Action item:
Return each entry exactly, so that nothing in the data differs from the original.

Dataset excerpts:
§

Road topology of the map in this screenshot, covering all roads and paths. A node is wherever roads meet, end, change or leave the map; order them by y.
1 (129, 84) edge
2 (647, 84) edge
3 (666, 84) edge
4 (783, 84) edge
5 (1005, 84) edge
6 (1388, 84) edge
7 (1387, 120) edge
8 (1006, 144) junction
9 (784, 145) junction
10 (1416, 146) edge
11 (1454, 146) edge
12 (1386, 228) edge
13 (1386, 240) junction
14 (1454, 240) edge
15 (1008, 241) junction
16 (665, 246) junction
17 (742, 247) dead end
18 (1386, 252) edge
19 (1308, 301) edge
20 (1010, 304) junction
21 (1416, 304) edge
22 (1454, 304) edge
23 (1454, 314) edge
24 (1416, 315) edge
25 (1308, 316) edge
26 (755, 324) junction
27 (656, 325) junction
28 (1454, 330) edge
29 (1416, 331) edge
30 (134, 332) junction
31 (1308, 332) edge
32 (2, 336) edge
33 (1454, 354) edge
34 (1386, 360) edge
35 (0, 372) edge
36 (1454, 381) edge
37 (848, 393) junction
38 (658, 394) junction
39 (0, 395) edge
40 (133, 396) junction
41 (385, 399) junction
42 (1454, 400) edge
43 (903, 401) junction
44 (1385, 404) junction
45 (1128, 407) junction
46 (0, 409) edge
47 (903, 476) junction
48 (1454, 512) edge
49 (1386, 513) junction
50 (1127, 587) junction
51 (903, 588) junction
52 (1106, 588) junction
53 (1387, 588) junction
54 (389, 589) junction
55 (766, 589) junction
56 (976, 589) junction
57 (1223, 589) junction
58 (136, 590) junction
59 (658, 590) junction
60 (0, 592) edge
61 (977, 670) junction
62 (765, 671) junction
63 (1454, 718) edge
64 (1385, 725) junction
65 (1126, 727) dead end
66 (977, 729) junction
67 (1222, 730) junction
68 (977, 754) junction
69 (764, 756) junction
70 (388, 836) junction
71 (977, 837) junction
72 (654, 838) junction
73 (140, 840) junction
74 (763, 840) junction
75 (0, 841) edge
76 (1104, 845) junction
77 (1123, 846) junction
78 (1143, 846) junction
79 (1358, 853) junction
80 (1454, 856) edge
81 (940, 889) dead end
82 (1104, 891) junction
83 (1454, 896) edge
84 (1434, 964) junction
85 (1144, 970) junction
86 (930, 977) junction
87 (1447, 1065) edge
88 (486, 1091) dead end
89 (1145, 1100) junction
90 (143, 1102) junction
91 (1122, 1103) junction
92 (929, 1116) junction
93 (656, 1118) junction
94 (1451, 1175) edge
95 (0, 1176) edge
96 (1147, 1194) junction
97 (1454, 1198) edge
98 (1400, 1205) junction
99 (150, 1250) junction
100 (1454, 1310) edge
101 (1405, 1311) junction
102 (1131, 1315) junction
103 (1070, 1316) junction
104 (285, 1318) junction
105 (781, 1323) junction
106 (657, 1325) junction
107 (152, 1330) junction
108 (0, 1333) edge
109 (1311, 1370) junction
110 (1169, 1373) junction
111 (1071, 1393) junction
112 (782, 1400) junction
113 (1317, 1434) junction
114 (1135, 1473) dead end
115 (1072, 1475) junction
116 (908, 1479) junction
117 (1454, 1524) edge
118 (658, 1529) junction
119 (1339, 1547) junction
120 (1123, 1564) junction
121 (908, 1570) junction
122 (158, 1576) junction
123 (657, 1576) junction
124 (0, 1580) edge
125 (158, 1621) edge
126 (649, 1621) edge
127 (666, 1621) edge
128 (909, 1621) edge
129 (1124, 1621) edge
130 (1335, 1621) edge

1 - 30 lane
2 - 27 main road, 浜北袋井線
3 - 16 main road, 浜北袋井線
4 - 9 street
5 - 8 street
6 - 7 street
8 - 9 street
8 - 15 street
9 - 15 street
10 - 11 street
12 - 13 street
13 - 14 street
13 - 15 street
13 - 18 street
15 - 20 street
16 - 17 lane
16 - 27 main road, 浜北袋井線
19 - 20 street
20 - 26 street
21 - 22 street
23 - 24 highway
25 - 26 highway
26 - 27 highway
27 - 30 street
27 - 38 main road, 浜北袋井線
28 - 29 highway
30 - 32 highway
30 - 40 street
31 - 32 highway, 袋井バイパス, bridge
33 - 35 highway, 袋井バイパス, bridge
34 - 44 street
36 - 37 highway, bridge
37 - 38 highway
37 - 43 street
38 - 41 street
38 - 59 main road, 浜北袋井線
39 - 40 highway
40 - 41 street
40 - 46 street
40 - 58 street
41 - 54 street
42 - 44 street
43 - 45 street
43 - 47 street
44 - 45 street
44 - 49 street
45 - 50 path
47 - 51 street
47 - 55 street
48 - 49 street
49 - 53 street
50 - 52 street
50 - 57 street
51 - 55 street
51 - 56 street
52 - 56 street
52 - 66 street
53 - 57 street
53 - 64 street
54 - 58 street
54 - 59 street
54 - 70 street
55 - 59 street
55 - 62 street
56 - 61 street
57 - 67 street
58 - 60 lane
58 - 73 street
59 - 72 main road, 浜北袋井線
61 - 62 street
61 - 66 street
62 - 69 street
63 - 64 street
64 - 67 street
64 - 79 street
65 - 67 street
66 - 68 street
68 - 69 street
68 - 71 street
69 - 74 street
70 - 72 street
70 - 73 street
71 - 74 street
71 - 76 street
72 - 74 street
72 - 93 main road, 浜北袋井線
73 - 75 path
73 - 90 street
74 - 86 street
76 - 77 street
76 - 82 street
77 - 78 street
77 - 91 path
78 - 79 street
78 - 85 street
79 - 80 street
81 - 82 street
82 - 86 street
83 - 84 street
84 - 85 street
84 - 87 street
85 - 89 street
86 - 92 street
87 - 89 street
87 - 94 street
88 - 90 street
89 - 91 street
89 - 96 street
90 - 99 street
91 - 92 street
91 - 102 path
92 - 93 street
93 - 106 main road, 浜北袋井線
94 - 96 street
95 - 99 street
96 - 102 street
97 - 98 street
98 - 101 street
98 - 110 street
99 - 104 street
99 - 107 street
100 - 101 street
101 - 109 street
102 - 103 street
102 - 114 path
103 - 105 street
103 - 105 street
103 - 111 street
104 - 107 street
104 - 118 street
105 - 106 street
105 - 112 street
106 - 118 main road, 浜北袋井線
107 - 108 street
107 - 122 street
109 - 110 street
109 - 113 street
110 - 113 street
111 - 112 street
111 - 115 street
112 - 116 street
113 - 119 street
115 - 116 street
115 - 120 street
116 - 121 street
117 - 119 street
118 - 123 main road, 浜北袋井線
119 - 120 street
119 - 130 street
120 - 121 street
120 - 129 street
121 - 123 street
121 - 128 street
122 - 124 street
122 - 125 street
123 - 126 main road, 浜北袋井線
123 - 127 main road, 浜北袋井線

§

Answer area:
Road topology of the map in this screenshot, covering all roads and paths. A node is wherever roads meet, end, change or leave the map; order them by y.
1 (129, 84) edge
2 (647, 84) edge
3 (666, 84) edge
4 (783, 84) edge
5 (1005, 84) edge
6 (1388, 84) edge
7 (1387, 120) edge
8 (1006, 144) junction
9 (784, 145) junction
10 (1416, 146) edge
11 (1454, 146) edge
12 (1386, 228) edge
13 (1386, 240) junction
14 (1454, 240) edge
15 (1008, 241) junction
16 (665, 246) junction
17 (742, 247) dead end
18 (1386, 252) edge
19 (1308, 301) edge
20 (1010, 304) junction
21 (1416, 304) edge
22 (1454, 304) edge
23 (1454, 314) edge
24 (1416, 315) edge
25 (1308, 316) edge
26 (755, 324) junction
27 (656, 325) junction
28 (1454, 330) edge
29 (1416, 331) edge
30 (134, 332) junction
31 (1308, 332) edge
32 (2, 336) edge
33 (1454, 354) edge
34 (1386, 360) edge
35 (0, 372) edge
36 (1454, 381) edge
37 (848, 393) junction
38 (658, 394) junction
39 (0, 395) edge
40 (133, 396) junction
41 (385, 399) junction
42 (1454, 400) edge
43 (903, 401) junction
44 (1385, 404) junction
45 (1128, 407) junction
46 (0, 409) edge
47 (903, 476) junction
48 (1454, 512) edge
49 (1386, 513) junction
50 (1127, 587) junction
51 (903, 588) junction
52 (1106, 588) junction
53 (1387, 588) junction
54 (389, 589) junction
55 (766, 589) junction
56 (976, 589) junction
57 (1223, 589) junction
58 (136, 590) junction
59 (658, 590) junction
60 (0, 592) edge
61 (977, 670) junction
62 (765, 671) junction
63 (1454, 718) edge
64 (1385, 725) junction
65 (1126, 727) dead end
66 (977, 729) junction
67 (1222, 730) junction
68 (977, 754) junction
69 (764, 756) junction
70 (388, 836) junction
71 (977, 837) junction
72 (654, 838) junction
73 (140, 840) junction
74 (763, 840) junction
75 (0, 841) edge
76 (1104, 845) junction
77 (1123, 846) junction
78 (1143, 846) junction
79 (1358, 853) junction
80 (1454, 856) edge
81 (940, 889) dead end
82 (1104, 891) junction
83 (1454, 896) edge
84 (1434, 964) junction
85 (1144, 970) junction
86 (930, 977) junction
87 (1447, 1065) edge
88 (486, 1091) dead end
89 (1145, 1100) junction
90 (143, 1102) junction
91 (1122, 1103) junction
92 (929, 1116) junction
93 (656, 1118) junction
94 (1451, 1175) edge
95 (0, 1176) edge
96 (1147, 1194) junction
97 (1454, 1198) edge
98 (1400, 1205) junction
99 (150, 1250) junction
100 (1454, 1310) edge
101 (1405, 1311) junction
102 (1131, 1315) junction
103 (1070, 1316) junction
104 (285, 1318) junction
105 (781, 1323) junction
106 (657, 1325) junction
107 (152, 1330) junction
108 (0, 1333) edge
109 (1311, 1370) junction
110 (1169, 1373) junction
111 (1071, 1393) junction
112 (782, 1400) junction
113 (1317, 1434) junction
114 (1135, 1473) dead end
115 (1072, 1475) junction
116 (908, 1479) junction
117 (1454, 1524) edge
118 (658, 1529) junction
119 (1339, 1547) junction
120 (1123, 1564) junction
121 (908, 1570) junction
122 (158, 1576) junction
123 (657, 1576) junction
124 (0, 1580) edge
125 (158, 1621) edge
126 (649, 1621) edge
127 (666, 1621) edge
128 (909, 1621) edge
129 (1124, 1621) edge
130 (1335, 1621) edge

1 - 30 lane
2 - 27 main road, 浜北袋井線
3 - 16 main road, 浜北袋井線
4 - 9 street
5 - 8 street
6 - 7 street
8 - 9 street
8 - 15 street
9 - 15 street
10 - 11 street
12 - 13 street
13 - 14 street
13 - 15 street
13 - 18 street
15 - 20 street
16 - 17 lane
16 - 27 main road, 浜北袋井線
19 - 20 street
20 - 26 street
21 - 22 street
23 - 24 highway
25 - 26 highway
26 - 27 highway
27 - 30 street
27 - 38 main road, 浜北袋井線
28 - 29 highway
30 - 32 highway
30 - 40 street
31 - 32 highway, 袋井バイパス, bridge
33 - 35 highway, 袋井バイパス, bridge
34 - 44 street
36 - 37 highway, bridge
37 - 38 highway
37 - 43 street
38 - 41 street
38 - 59 main road, 浜北袋井線
39 - 40 highway
40 - 41 street
40 - 46 street
40 - 58 street
41 - 54 street
42 - 44 street
43 - 45 street
43 - 47 street
44 - 45 street
44 - 49 street
45 - 50 path
47 - 51 street
47 - 55 street
48 - 49 street
49 - 53 street
50 - 52 street
50 - 57 street
51 - 55 street
51 - 56 street
52 - 56 street
52 - 66 street
53 - 57 street
53 - 64 street
54 - 58 street
54 - 59 street
54 - 70 street
55 - 59 street
55 - 62 street
56 - 61 street
57 - 67 street
58 - 60 lane
58 - 73 street
59 - 72 main road, 浜北袋井線
61 - 62 street
61 - 66 street
62 - 69 street
63 - 64 street
64 - 67 street
64 - 79 street
65 - 67 street
66 - 68 street
68 - 69 street
68 - 71 street
69 - 74 street
70 - 72 street
70 - 73 street
71 - 74 street
71 - 76 street
72 - 74 street
72 - 93 main road, 浜北袋井線
73 - 75 path
73 - 90 street
74 - 86 street
76 - 77 street
76 - 82 street
77 - 78 street
77 - 91 path
78 - 79 street
78 - 85 street
79 - 80 street
81 - 82 street
82 - 86 street
83 - 84 street
84 - 85 street
84 - 87 street
85 - 89 street
86 - 92 street
87 - 89 street
87 - 94 street
88 - 90 street
89 - 91 street
89 - 96 street
90 - 99 street
91 - 92 street
91 - 102 path
92 - 93 street
93 - 106 main road, 浜北袋井線
94 - 96 street
95 - 99 street
96 - 102 street
97 - 98 street
98 - 101 street
98 - 110 street
99 - 104 street
99 - 107 street
100 - 101 street
101 - 109 street
102 - 103 street
102 - 114 path
103 - 105 street
103 - 105 street
103 - 111 street
104 - 107 street
104 - 118 street
105 - 106 street
105 - 112 street
106 - 118 main road, 浜北袋井線
107 - 108 street
107 - 122 street
109 - 110 street
109 - 113 street
110 - 113 street
111 - 112 street
111 - 115 street
112 - 116 street
113 - 119 street
115 - 116 street
115 - 120 street
116 - 121 street
117 - 119 street
118 - 123 main road, 浜北袋井線
119 - 120 street
119 - 130 street
120 - 121 street
120 - 129 street
121 - 123 street
121 - 128 street
122 - 124 street
122 - 125 street
123 - 126 main road, 浜北袋井線
123 - 127 main road, 浜北袋井線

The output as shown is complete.